High Rates of Imprisonment in Income Unequal Countries.

In both the U.S. and the U.K. the imprisonment of citizens has increased exponentially since the 1970s. In 1978 there were 450,000 in U.S. jails, but by 2005 that had become over 2 million. In the U.K., numbers doubled from 46,000 to 80,000 (from 1990 to 2007).  Although the U.K. and the U.S. committed increasingly more (US imprisoned 10 times the rate Sweden did.) citizens to prisons, other countries committed the same percentage of people over time (Sweden) or fewer people (Finland). Denmark’s rate of imprisonment rose only 8%. Japan’s rate rose only 9%. Rates have fallen over time in Germany, France and Ireland. In the chart below, we see that in countries with high income inequality, there are high rates of imprisonment.

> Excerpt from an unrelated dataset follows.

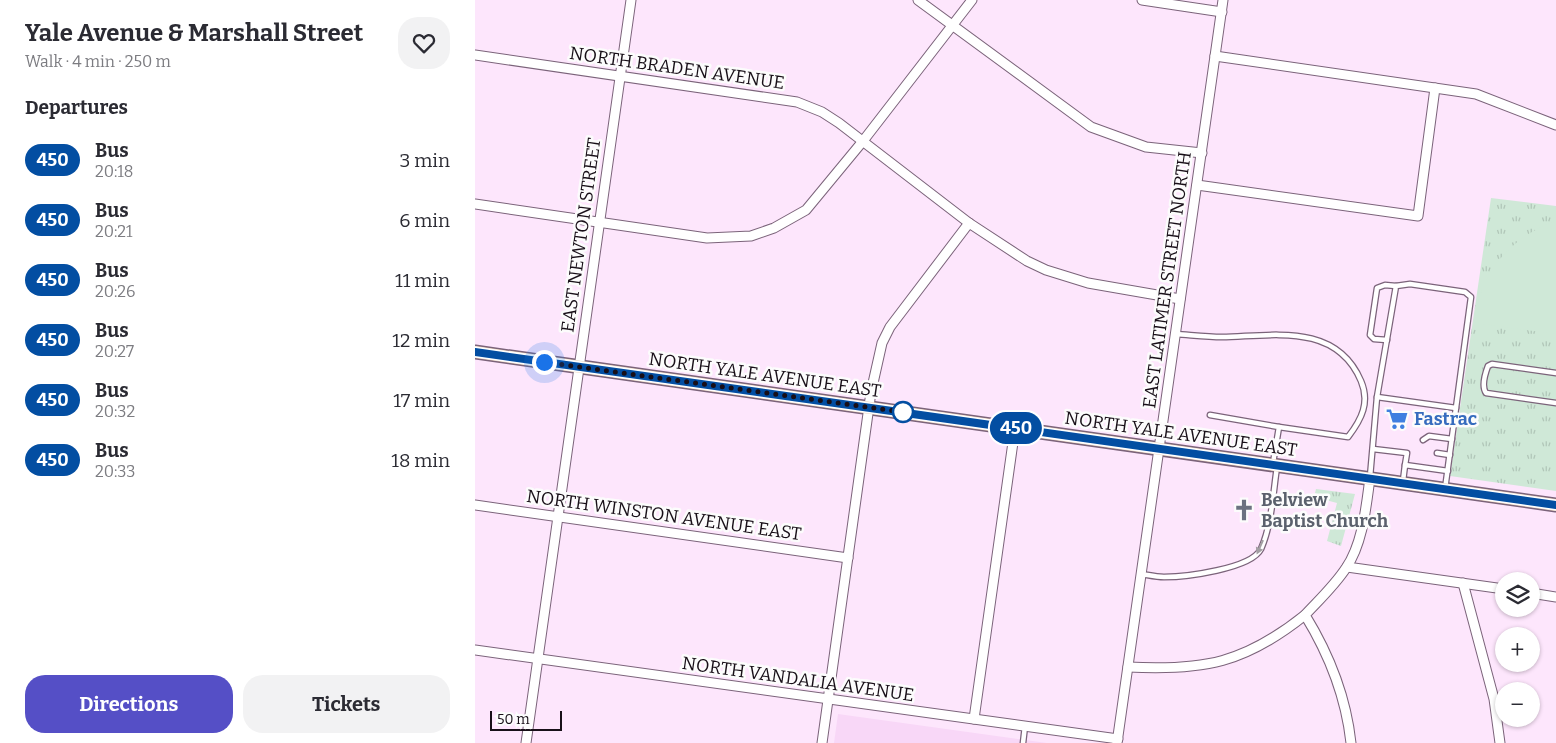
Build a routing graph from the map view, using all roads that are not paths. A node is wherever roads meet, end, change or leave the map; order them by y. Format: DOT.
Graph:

Rates Increased in Unequal States.

The average rate of incarceration in the U.S. is 576 people in prison for every 100,000 people. Just as there are fewer persons per 100,000 in Japan (40 per 100K) who are in prison, there are differences between U.S. States in rates of imprisonment: Louisiana has an incredibly high rate, above 700 people per 100,000. Compare that to Minnesota, below 200 per 100,000. Maybe a difference of five or six times the percentage of people locked up between Louisiana and Minnesota. The chart below shows that these differences are correlated to income inequality differences in each State: (more…)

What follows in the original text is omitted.